The image-based phishing technique has expanded beyond simple screenshot emails to encompass rendered PDFs, embedded images in HTML bodies, and now QR-bearing document attachments. In each variant, the attacker's goal is the same: present a visually convincing artifact while ensuring there is no text-layer representation of the malicious element for scanners to process.

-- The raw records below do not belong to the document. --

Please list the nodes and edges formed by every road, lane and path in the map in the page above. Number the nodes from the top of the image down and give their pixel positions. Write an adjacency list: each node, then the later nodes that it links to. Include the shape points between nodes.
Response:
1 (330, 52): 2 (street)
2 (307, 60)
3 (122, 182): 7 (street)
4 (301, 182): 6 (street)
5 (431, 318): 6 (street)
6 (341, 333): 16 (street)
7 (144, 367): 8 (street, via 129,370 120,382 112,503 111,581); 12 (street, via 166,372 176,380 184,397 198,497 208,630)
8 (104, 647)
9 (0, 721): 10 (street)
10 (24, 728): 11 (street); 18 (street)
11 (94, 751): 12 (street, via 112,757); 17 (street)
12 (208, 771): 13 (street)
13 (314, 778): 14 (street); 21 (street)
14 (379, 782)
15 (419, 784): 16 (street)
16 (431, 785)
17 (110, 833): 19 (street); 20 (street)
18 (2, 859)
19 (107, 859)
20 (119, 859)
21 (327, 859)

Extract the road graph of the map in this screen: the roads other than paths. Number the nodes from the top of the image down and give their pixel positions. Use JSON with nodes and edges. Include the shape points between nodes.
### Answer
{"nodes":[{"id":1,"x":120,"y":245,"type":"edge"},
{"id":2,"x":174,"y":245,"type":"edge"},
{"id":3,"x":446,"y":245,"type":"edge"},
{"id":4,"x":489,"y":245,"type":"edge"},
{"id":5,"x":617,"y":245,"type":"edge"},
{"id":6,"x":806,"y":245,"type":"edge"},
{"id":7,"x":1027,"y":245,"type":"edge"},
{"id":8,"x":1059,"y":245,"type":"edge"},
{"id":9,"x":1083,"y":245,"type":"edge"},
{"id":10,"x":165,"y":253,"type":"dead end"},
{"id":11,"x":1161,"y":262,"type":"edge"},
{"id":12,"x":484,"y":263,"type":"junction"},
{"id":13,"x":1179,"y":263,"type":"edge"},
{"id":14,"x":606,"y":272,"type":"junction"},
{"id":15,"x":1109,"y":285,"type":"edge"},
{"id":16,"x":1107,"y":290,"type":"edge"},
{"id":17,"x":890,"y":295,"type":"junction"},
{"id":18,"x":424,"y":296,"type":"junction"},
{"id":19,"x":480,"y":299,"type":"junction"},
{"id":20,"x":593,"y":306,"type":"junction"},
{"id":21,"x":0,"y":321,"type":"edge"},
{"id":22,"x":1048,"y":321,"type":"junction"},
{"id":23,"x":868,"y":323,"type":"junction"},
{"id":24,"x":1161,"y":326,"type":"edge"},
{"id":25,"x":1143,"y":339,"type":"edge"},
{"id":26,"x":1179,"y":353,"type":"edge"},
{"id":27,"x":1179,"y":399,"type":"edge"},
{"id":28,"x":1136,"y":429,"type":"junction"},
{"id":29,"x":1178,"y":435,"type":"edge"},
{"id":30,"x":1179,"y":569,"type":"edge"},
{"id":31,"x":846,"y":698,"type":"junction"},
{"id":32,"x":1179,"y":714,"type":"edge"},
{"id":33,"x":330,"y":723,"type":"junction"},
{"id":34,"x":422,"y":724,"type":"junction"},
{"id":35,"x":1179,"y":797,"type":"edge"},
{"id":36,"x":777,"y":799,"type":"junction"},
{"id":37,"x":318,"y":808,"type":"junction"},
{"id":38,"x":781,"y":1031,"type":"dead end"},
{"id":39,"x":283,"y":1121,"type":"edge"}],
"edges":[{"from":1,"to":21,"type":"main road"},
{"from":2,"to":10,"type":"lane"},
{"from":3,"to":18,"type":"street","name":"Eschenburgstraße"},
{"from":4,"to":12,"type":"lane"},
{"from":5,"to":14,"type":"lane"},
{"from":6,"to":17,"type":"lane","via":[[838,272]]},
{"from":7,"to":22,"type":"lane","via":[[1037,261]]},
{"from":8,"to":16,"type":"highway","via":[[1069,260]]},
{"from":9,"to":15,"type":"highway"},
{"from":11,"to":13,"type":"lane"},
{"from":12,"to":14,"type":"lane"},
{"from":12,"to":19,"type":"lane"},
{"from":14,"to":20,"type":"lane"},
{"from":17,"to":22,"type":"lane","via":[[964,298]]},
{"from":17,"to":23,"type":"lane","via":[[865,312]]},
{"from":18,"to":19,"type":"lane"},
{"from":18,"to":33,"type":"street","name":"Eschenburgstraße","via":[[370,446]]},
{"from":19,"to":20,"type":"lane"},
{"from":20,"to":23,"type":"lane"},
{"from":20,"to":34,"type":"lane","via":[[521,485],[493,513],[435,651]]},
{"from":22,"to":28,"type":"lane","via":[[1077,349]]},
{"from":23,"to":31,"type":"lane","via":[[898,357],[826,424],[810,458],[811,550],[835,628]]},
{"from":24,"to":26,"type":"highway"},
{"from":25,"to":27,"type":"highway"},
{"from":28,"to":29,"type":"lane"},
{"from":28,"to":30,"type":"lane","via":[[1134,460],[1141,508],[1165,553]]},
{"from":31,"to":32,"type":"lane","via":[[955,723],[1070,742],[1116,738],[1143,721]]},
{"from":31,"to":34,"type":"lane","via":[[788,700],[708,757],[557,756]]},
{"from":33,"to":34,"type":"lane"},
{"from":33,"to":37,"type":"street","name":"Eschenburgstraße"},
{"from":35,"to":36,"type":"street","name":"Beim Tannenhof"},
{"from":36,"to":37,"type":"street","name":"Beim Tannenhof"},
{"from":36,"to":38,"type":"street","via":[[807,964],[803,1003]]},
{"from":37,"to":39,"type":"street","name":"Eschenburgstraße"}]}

Defending against this requires detection that operates at the image and document rendering layer, not just text extraction. IRONSCALES detects behavioral signals including first-time external sender patterns, mismatches between signature data and public records, and attachment-type anomalies that deviate from an organization's communication baselines. The platform's Adaptive AI also flags the combination of a sparse email body with a heavyweight attachment from an unverified sender relationship as a risk signal independent of any URL verdict.
Invoice fraud attempts using compromised legitimate sending domains are particularly difficult to block at the gateway level. The sending domain passes authentication, the body contains no alarming text, and the attachment's malicious payload is invisible to text-based analysis. Behavioral and image-layer analysis closes that gap.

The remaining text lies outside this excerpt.